Figure 6 Time series comparison of measured and simulated water levels with RMA2. a). Monitoring station 1 (T1). b). Monitoring station 2 (T2). 

The comparison of the velocity data showed, as did the water levels, that the model reproduces the measurements appropriately, both in calibration and validation, as can be seen in Fig. 7. The statistical values used in the model evaluation revealed that the values obtained (see Table 3) are in the acceptability ranges suggested by [²].

Source: The Authors

Figure 7 Comparison of time series measured and simulated velocity values with RMA2. a). Monitoring station 1 (T1). b). Monitoring station 2 (T2). 

According to the values of the parameters RMS, Correlation Coefficient and Skill presented in Table 3 for both water levels and current velocities, the authors considered the model calibrated and validated.

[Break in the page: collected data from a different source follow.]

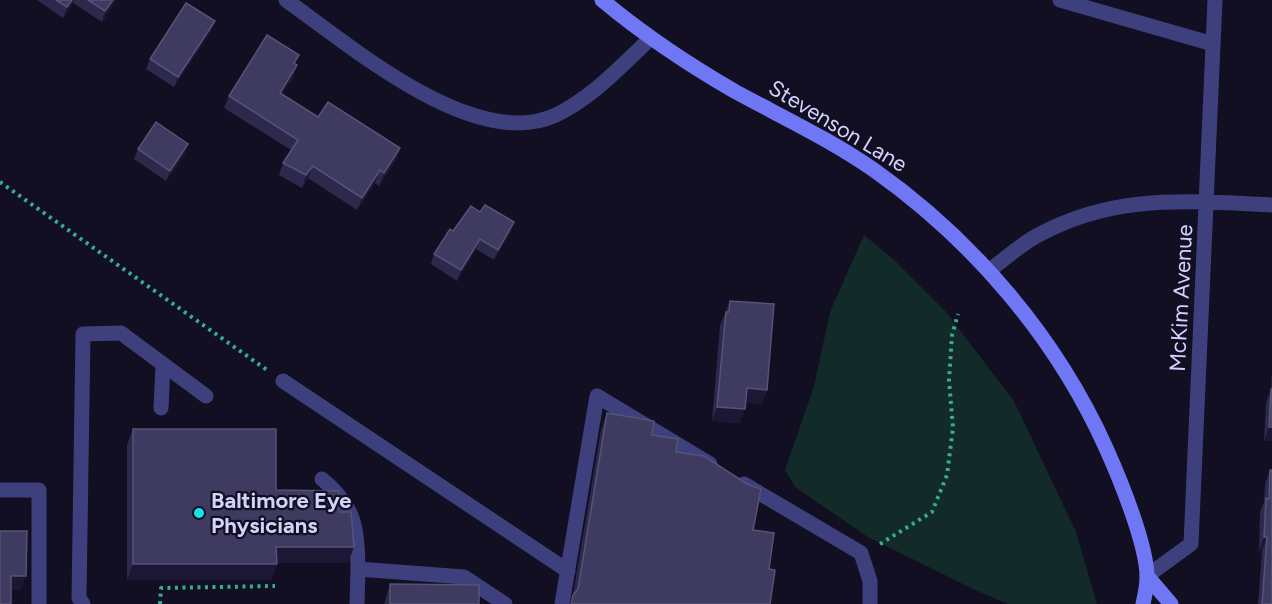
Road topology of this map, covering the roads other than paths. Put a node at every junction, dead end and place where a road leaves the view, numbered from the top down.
1 (286, 0) edge
2 (602, 0) edge
3 (1060, 0) edge
4 (1215, 0) edge
5 (651, 38) junction
6 (1213, 44) junction
7 (1208, 201) junction
8 (1272, 205) edge
9 (989, 271) junction
10 (163, 364) junction
11 (283, 381) road end
12 (206, 396) dead end
13 (161, 408) dead end
14 (322, 479) dead end
15 (0, 490) edge
16 (358, 569) junction
17 (568, 571) junction
18 (1147, 576) junction
19 (39, 604) edge
20 (83, 604) edge
21 (357, 604) edge
22 (505, 604) edge
23 (562, 604) edge
24 (870, 604) edge
25 (1143, 604) edge
26 (1171, 604) edge

1 - 5 street
2 - 5 street, Stevenson Lane
3 - 6 street
4 - 6 street, McKim Avenue
5 - 9 street, Stevenson Lane
6 - 7 street, McKim Avenue
7 - 8 street
7 - 9 street
7 - 18 street, McKim Avenue
9 - 18 street, Stevenson Lane
10 - 12 street
10 - 13 street
10 - 20 street
11 - 17 street
14 - 16 street
15 - 19 street
16 - 21 street
16 - 22 street
17 - 23 street
17 - 24 street
18 - 25 street, Stevenson Lane
18 - 26 street, Stevenson Lane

The results of the model showed a good approach with the field measurements, however, in the specific case of the tide a very good fit was achieved during the ebb tide reflux, while during the flow the peaks were not captured perfectly. This situation may suggest that the flow dominates the hydrodynamic regime of Buenaventura Bay, however there are few previous studies that allow us to conclude on the matter. The results of the current velocities showed an equal tendency to reproduce the peaks of the water levels with a smaller approach. Some simplifications made at the time of implementation of the model, among them, attributing constant flows to the main tributaries and neglecting the smaller tributaries can influence the peaks of water levels and transport during ebb and flow, this simplification is due to the scarcity of data measuring the flows of these streams. Despite this, the statistics used to evaluate the accuracy of the model yielded values with acceptable error ranges.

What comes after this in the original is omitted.